If active hemorrhage accompanied by worsening of the anemia is suspected, abdominal angiography is performed to selectively image the hepatic artery. Then, definitive diagnosis can be made if the culprit vessel is identified and extravasation into the biliary tract is demonstrated. Then, embolization of the culprit vessel is recommended because it is less invasive and associated with a high likelihood of hemostasis [1, 2, 3, 4, 5, 6]. However, since this patient had undergone repeated sessions of TACE, it was difficult to approach the culprit vessel and stop the bleeding. In cases where even TAE fails to establish hemostasis, surgical therapy, such as hepatic artery ligation or hepatectomy, is required. However, since this patient had advanced hepatocellular carcinoma and cirrhosis of the liver, such highly invasive surgical therapy was not opted for.

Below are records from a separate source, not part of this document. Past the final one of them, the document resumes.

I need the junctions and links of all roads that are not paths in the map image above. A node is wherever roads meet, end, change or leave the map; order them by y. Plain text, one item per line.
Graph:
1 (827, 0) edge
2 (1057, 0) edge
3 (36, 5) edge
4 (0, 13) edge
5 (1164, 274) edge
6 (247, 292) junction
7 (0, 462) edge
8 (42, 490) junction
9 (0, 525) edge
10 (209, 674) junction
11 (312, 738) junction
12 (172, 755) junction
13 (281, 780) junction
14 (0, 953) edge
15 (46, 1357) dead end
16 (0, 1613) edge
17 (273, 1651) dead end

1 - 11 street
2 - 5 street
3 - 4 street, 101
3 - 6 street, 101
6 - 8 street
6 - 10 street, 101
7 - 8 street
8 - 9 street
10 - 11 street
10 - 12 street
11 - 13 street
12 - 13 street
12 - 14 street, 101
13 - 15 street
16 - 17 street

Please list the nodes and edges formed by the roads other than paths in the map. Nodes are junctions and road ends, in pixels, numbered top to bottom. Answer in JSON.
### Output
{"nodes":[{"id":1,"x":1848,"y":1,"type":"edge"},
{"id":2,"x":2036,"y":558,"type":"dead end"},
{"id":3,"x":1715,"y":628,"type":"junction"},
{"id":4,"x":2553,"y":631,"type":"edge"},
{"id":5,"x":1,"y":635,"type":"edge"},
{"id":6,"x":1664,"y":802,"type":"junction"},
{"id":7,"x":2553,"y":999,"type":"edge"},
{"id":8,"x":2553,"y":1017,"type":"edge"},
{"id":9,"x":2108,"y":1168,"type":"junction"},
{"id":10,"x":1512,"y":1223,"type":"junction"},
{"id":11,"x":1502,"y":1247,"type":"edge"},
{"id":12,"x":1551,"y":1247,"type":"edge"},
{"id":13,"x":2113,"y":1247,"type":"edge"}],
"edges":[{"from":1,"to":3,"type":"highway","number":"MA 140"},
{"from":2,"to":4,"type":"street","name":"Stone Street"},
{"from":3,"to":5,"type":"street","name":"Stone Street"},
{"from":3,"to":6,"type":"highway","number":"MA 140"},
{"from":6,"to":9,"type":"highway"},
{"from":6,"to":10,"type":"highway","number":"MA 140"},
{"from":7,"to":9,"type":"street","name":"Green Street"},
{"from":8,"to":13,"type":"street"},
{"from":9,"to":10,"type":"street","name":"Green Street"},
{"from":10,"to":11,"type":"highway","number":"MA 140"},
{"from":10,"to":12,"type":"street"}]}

In patients with difficult hemostasis, as in this patient, there are a few reports of cases treated by placement of a covered metallic stent in the biliary tract [7, 8]. In general, placement of a covered metallic stent in the hepatic hilar bile duct may cause cholangitis due to bile duct branch occlusion, and is not recommended. In this case, however, we placed a fully covered metallic stent in the hepatic hilar bile duct to control hemobilia secondary to bile duct invasion caused by hepatocellular carcinoma, because of the difficulty in establishing hemostasis and the advanced terminal cancer. In the end, because of the direct compression hemostasis to the tumor site (common bile duct) achieved with the fully covered metallic stent and secondary compression hemostasis due to blood clots (left intrahepatic bile duct), the bleeding could be controlled. Although cholangitis did not occur in our case, measures such as placement of an endoscopic nasobiliary drainage tube into the stent-obstructed bile duct may need to be considered for the control of potentially complicating cholangitis. Thus, placement of a covered metallic stent would seem to be a valid option that can be used for the treatment of hemobilia in patients with advanced cancer and difficulty in the establishment of hemostasis.